→ Directions for this task: Return each line of the records below that contains the word "roads".

→ Data to process:
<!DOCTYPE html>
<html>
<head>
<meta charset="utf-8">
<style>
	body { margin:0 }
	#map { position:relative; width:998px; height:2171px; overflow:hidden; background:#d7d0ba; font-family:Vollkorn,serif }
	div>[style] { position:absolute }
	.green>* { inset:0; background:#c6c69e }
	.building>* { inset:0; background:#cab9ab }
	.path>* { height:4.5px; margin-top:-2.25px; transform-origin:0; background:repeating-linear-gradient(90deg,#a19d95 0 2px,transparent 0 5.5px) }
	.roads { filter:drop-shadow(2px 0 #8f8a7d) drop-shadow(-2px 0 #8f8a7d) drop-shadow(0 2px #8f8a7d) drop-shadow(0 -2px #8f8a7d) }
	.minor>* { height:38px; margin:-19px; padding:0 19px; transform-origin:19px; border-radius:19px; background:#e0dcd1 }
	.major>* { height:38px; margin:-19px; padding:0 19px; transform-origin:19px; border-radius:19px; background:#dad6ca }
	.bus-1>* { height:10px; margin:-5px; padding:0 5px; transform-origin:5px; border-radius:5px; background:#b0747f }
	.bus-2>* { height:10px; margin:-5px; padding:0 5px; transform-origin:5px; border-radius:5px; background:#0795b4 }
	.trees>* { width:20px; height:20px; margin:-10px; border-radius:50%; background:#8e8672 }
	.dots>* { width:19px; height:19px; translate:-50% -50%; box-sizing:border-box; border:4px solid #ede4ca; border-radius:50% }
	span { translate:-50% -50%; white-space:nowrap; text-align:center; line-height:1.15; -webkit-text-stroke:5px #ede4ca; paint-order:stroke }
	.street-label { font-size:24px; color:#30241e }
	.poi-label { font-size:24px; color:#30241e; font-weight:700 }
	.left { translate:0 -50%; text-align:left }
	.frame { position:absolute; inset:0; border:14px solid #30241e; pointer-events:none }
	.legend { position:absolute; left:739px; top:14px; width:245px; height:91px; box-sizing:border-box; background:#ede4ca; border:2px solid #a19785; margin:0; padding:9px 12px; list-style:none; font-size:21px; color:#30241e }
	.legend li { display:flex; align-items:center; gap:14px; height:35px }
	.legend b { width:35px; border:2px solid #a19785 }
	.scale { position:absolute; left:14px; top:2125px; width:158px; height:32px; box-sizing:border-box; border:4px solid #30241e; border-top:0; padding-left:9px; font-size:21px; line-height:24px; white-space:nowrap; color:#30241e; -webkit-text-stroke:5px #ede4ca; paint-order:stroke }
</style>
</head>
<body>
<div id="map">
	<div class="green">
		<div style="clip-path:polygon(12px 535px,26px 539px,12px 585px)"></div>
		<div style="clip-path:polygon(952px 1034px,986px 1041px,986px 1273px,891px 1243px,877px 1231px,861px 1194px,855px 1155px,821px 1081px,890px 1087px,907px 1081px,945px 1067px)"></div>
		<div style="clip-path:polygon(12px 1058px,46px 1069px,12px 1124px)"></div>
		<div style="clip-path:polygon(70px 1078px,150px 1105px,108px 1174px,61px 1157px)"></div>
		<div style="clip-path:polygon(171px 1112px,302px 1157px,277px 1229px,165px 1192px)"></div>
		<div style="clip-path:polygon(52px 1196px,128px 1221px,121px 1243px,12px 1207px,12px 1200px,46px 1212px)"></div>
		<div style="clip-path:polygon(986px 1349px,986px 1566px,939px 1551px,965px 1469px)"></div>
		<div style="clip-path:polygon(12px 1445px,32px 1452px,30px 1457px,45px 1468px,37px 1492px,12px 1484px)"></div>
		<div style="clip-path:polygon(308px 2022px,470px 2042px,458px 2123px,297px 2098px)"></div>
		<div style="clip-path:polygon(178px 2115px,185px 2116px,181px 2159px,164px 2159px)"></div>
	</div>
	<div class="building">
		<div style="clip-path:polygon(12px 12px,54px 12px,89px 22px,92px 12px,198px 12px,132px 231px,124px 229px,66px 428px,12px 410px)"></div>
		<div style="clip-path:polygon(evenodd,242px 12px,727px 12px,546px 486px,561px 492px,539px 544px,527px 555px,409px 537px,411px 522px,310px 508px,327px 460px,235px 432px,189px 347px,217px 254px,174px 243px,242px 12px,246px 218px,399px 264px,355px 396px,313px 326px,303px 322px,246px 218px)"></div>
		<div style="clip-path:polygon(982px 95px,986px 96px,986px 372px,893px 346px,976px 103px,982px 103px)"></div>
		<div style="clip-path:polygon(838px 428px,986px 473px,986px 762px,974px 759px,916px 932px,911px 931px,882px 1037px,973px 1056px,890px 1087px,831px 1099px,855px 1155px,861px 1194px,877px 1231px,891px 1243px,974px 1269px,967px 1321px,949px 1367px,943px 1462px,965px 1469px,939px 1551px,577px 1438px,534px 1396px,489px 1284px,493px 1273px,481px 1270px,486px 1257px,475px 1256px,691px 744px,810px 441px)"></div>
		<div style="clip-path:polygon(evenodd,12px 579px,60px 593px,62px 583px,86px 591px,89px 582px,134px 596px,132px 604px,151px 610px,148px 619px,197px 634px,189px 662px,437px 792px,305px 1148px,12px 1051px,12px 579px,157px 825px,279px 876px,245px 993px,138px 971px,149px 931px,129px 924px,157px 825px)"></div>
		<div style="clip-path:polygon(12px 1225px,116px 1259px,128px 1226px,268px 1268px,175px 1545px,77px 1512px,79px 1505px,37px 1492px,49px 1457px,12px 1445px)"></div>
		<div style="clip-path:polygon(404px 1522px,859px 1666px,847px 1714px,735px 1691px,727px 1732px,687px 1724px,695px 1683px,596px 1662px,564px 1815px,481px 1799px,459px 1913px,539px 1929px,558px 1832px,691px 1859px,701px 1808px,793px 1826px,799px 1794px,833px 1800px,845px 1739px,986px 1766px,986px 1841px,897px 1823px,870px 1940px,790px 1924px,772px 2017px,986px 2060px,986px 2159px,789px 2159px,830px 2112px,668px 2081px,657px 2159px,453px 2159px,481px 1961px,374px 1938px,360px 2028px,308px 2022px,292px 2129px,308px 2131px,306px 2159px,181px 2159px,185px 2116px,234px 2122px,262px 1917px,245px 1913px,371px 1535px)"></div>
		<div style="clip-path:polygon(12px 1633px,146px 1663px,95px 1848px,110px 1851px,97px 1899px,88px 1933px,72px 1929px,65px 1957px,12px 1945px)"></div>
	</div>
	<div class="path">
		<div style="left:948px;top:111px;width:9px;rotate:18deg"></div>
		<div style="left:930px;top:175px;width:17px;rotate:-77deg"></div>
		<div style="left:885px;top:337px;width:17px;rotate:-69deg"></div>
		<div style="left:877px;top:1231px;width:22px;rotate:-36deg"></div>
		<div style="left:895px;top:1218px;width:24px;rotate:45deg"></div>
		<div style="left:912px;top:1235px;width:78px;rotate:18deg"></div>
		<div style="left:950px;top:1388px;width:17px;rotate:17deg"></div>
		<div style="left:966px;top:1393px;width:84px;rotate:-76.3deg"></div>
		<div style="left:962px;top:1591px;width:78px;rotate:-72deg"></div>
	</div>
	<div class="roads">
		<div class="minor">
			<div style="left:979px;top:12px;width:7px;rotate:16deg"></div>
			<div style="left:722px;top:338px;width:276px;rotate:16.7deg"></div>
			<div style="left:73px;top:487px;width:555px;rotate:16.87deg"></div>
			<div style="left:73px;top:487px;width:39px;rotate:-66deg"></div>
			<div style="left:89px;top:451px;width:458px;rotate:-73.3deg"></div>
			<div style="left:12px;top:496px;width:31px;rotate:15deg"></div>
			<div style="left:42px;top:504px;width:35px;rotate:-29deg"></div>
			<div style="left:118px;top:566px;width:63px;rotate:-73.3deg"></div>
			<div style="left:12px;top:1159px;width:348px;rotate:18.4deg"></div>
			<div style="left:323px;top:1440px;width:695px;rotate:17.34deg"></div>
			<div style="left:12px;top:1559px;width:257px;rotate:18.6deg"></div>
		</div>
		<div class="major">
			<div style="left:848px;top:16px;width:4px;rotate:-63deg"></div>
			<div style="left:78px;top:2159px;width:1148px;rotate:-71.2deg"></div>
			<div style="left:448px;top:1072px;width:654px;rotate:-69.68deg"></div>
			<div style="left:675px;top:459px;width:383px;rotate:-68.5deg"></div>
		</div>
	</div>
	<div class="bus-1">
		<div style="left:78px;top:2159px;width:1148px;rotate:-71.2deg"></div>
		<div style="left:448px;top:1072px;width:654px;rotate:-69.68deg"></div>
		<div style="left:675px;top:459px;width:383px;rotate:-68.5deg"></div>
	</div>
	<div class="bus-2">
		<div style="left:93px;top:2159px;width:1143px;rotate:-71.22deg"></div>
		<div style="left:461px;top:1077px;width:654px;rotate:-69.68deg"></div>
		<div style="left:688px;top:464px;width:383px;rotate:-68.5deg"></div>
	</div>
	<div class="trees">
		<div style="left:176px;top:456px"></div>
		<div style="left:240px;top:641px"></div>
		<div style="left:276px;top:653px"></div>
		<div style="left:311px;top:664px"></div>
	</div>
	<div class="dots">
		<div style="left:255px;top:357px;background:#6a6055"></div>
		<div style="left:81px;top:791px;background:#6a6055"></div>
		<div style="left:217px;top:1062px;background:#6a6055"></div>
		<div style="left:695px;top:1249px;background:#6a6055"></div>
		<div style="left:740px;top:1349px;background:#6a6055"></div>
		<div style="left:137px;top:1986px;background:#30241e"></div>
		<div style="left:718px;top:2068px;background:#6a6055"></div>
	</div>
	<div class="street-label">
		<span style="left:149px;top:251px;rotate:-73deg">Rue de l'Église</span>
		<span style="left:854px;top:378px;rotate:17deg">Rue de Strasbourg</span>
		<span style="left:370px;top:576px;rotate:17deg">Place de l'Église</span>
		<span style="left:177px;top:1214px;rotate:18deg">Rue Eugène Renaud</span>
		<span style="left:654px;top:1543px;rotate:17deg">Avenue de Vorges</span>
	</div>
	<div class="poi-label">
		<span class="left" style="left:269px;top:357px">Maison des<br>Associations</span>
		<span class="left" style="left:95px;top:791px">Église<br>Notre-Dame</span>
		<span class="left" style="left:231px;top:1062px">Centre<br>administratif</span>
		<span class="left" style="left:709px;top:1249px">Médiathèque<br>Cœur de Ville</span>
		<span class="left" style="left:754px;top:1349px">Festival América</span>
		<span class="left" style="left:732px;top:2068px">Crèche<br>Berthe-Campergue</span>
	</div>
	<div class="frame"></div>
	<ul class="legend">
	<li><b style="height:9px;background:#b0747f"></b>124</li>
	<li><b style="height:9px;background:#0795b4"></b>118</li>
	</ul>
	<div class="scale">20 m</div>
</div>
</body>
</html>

→ Exercise solution:
	.roads { filter:drop-shadow(2px 0 #8f8a7d) drop-shadow(-2px 0 #8f8a7d) drop-shadow(0 2px #8f8a7d) drop-shadow(0 -2px #8f8a7d) }
	<div class="roads">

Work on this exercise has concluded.